- Supreme Court of the United States

Argued October 17, 1950 Decided January 15, 1951
- Full case name: Kunz v. New York
- Citations: 340 U.S. 290 (more) 71 S. Ct. 312; 95 L. Ed. 2d 280; 1951 U.S. LEXIS 2248

Court membership
- Chief Justice Fred M. Vinson Associate Justices Hugo Black · Stanley F. Reed Felix Frankfurter · William O. Douglas Robert H. Jackson · Harold H. Burton Tom C. Clark · Sherman Minton

Case opinions
- Majority: Vinson, joined by Reed, Douglas, Burton, Clark, Minton
- Concurrence: Black
- Concurrence: Frankfurter
- Dissent: Jackson

Laws applied
- U.S. Const. amends I

= Kunz v. New York =

United States supreme court case

Kunz v. New York, 340 U.S. 290 (1951), was a United States Supreme Court case in which the Court held that a New York City ordinance requiring permits for public religious meetings on city streets was unconstitutional because it granted officials broad discretion to approve or deny permits without clear standards.

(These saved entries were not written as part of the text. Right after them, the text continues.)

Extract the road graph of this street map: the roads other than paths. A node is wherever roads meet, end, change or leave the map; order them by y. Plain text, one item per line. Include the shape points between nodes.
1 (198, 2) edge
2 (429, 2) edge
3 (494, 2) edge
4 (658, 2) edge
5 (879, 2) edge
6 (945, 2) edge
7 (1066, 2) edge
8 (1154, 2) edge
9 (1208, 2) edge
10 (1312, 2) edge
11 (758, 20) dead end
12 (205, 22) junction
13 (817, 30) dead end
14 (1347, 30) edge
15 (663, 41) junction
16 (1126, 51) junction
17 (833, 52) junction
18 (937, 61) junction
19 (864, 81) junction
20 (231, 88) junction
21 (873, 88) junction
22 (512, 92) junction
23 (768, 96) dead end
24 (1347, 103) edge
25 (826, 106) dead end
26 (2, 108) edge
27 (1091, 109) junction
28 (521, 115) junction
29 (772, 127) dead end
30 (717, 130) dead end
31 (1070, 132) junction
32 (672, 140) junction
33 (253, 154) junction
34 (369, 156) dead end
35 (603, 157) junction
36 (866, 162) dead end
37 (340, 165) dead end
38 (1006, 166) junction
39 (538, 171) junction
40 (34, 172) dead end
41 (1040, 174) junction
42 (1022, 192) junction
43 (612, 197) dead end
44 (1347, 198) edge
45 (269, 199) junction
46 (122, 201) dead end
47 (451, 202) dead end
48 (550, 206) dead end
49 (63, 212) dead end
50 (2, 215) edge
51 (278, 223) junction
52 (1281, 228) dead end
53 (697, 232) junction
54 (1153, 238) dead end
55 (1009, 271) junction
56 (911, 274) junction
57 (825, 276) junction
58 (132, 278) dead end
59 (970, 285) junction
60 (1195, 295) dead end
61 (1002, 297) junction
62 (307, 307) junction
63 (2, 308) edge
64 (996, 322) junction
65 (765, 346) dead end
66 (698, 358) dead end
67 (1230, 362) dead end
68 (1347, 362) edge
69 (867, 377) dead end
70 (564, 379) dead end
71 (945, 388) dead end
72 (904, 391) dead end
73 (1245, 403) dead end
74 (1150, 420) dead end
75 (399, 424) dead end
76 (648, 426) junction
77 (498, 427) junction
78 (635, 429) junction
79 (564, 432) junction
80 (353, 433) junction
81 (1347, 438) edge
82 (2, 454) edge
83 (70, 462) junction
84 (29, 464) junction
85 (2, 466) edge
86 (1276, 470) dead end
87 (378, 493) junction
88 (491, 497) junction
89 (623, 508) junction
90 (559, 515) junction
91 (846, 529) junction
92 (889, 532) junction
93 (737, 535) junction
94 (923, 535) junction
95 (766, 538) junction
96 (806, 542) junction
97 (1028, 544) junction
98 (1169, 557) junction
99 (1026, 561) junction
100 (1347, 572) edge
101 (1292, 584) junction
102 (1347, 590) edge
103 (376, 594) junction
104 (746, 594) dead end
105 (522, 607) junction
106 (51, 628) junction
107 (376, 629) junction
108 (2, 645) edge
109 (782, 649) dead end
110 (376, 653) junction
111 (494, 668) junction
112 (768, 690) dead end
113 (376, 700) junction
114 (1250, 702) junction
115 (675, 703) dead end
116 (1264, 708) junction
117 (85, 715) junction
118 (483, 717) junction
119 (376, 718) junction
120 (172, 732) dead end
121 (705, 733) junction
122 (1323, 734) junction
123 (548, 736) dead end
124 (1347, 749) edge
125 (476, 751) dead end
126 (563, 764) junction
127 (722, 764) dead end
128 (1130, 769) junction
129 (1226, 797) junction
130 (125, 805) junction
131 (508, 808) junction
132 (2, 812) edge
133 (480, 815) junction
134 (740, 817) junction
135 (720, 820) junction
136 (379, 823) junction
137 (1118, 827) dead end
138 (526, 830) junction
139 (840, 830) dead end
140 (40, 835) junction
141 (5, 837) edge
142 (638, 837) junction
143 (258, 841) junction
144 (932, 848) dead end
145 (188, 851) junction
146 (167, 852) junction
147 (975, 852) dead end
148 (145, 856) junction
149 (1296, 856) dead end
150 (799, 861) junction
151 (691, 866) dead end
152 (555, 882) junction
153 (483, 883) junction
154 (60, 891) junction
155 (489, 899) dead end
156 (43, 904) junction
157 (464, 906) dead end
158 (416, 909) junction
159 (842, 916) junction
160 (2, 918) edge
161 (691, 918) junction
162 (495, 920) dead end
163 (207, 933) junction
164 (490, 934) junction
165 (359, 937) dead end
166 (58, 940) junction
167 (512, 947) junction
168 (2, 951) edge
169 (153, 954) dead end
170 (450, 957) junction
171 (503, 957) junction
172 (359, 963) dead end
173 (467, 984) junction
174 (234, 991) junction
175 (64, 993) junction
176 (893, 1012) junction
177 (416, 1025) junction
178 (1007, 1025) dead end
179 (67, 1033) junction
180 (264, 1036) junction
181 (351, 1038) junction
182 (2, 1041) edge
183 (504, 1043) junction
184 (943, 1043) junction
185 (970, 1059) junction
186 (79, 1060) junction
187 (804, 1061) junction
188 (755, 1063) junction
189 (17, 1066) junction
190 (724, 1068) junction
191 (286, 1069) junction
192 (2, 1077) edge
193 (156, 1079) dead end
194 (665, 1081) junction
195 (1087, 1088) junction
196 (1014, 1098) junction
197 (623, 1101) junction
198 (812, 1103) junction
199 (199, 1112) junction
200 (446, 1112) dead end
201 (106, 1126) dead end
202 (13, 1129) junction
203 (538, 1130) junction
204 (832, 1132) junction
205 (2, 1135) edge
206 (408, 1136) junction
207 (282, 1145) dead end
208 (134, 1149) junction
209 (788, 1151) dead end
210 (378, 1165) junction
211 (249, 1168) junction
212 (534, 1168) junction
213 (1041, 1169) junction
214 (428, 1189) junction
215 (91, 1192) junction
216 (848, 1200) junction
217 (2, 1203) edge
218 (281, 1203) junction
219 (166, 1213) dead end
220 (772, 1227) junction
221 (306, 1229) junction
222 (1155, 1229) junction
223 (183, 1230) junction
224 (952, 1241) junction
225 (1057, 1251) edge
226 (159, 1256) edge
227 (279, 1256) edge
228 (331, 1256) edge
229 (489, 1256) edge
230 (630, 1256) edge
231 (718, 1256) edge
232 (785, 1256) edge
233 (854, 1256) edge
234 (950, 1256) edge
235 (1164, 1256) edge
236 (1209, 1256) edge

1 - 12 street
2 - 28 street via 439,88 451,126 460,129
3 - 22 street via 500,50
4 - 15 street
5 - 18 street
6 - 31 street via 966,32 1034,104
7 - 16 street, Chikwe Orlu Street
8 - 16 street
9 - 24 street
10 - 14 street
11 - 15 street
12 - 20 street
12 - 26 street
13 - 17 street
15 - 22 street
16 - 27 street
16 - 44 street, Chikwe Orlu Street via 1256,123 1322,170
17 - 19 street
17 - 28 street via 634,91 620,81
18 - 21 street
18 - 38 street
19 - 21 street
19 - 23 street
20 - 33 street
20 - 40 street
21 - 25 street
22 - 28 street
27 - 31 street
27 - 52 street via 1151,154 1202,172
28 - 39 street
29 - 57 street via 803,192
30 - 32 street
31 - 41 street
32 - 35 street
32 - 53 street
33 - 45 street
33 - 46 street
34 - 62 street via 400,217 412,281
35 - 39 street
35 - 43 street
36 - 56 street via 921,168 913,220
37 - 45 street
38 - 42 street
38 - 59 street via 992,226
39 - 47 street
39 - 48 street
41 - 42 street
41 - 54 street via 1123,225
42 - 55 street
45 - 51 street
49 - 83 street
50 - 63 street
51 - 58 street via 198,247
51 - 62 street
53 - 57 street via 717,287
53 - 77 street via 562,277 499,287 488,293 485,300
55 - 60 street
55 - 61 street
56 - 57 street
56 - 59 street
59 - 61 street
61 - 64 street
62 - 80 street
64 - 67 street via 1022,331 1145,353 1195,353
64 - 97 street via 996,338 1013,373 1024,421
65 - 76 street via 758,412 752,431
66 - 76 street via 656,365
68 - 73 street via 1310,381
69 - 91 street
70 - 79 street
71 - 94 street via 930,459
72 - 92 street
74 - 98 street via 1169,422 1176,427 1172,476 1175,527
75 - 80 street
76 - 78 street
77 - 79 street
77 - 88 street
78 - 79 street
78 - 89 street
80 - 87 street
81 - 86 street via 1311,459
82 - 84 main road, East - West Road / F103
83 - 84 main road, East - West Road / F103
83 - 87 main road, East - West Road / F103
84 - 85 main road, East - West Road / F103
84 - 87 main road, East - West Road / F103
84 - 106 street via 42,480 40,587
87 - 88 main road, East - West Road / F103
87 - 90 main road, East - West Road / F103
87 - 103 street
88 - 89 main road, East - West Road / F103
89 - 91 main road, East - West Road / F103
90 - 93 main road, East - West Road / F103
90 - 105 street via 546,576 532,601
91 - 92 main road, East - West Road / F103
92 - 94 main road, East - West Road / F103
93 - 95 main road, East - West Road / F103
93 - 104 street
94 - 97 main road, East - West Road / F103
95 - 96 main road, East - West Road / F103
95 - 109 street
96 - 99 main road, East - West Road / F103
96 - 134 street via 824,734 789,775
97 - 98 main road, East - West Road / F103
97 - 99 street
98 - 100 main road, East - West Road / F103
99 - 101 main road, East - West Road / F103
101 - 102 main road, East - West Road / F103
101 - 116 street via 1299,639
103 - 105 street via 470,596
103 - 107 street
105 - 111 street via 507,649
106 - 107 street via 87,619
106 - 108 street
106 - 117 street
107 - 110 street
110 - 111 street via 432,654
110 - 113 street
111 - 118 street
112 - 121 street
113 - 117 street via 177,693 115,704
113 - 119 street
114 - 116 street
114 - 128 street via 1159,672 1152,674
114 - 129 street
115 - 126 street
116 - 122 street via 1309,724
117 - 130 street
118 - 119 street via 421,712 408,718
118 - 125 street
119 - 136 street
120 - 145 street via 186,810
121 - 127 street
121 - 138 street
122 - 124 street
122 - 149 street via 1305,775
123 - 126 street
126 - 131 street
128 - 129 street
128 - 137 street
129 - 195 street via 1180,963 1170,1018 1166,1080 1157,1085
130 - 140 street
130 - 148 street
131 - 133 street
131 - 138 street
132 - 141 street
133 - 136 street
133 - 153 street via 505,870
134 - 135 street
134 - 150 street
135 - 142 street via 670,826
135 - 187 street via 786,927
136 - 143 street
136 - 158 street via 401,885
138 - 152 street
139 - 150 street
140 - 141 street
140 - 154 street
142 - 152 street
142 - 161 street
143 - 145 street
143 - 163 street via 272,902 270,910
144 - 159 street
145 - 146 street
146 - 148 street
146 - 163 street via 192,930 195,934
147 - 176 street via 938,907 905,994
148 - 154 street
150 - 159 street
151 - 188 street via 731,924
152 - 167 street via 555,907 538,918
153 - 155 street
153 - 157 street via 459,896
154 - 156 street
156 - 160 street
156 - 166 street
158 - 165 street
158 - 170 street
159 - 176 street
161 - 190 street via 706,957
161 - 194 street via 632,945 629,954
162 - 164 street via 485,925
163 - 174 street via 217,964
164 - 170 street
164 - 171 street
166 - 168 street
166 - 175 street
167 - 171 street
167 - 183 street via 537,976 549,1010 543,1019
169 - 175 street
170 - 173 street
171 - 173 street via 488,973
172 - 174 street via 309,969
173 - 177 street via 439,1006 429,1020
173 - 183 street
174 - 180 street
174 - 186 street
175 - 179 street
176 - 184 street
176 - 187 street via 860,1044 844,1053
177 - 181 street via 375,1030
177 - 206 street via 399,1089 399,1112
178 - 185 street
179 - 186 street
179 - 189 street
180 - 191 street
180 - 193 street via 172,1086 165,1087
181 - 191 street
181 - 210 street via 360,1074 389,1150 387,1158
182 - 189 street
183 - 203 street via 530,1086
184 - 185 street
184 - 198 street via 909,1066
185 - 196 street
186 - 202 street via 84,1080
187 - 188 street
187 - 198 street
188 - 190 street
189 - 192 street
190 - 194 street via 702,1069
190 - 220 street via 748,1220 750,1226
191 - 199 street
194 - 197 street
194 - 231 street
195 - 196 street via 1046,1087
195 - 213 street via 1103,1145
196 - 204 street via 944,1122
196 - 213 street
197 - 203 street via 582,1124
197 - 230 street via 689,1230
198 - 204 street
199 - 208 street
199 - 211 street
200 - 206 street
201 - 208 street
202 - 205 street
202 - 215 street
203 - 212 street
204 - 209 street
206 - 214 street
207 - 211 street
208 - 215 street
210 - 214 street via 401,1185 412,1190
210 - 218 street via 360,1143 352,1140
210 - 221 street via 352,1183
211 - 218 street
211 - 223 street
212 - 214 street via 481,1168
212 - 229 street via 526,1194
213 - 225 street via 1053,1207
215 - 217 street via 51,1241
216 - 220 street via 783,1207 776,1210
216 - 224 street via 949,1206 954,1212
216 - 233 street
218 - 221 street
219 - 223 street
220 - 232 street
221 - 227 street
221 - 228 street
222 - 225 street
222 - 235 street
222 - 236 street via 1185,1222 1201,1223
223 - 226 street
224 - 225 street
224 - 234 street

Kunz v. New York helped establish limits on government licensing schemes that regulate speech in public forums. The Supreme Court held that New York City's ordinance requiring a permit for public religious meetings was unconstitutional because it granted officials broad discretion to approve or deny permits without clear standards, constituting an impermissible prior restraint on speech protected by the First and Fourteenth Amendments.

The case arose after Baptist minister Carl J. Kunz was denied a permit to continue conducting religious meetings on New York City streets. Although the ordinance did not specify standards for denying applications, city officials refused to renew his permit after complaints that his earlier sermons had ridiculed and denounced other religious groups. After speaking without a permit, Kunz was arrested, convicted, and fined for violating the ordinance.

Kunz's conviction was affirmed by the New York courts, but the Supreme Court reversed, finding that the ordinance failed to provide objective standards governing the issuance or denial of permits for religious speech.

In dissent, Justice Robert H. Jackson argued that Kunz's speech could be viewed as provoking hostility and cited the Court's contemporaneous decision in Feiner v. New York as an example of circumstances in which officials could intervene to prevent disorder.